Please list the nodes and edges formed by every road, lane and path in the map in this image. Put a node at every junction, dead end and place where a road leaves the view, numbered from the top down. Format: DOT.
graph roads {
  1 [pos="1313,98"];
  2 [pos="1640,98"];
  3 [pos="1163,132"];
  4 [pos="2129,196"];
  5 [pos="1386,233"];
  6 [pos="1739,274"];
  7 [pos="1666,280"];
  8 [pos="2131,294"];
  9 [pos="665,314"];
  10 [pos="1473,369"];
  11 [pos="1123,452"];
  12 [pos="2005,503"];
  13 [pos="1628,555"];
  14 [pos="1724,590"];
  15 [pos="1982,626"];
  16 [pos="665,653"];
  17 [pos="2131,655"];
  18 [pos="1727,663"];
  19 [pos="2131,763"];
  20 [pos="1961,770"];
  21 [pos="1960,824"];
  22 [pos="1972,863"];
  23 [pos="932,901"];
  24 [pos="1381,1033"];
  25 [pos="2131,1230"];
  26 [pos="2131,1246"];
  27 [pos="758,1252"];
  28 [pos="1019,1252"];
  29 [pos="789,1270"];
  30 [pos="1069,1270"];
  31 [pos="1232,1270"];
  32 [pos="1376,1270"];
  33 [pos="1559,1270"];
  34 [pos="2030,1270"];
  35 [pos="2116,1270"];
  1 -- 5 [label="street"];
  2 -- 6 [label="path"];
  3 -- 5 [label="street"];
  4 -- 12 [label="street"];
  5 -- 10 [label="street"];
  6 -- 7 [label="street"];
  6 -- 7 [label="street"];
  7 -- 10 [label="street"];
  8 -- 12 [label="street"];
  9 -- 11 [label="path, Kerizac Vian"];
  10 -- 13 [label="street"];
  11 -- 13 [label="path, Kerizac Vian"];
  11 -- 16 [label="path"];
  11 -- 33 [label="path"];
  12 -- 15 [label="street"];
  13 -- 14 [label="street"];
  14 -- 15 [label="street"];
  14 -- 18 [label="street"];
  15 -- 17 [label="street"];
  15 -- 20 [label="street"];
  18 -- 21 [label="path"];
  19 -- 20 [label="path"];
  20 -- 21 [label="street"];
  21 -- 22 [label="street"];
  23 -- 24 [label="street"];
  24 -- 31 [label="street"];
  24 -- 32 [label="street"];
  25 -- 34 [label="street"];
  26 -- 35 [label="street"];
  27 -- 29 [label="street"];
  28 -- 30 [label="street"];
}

INSTRUCTIONS TO FOLLOW> Find the lines in the data that include "Vian", then copy each of them.

ANSWER TO THIS PROBLEM>
  9 -- 11 [label="path, Kerizac Vian"];
  11 -- 13 [label="path, Kerizac Vian"];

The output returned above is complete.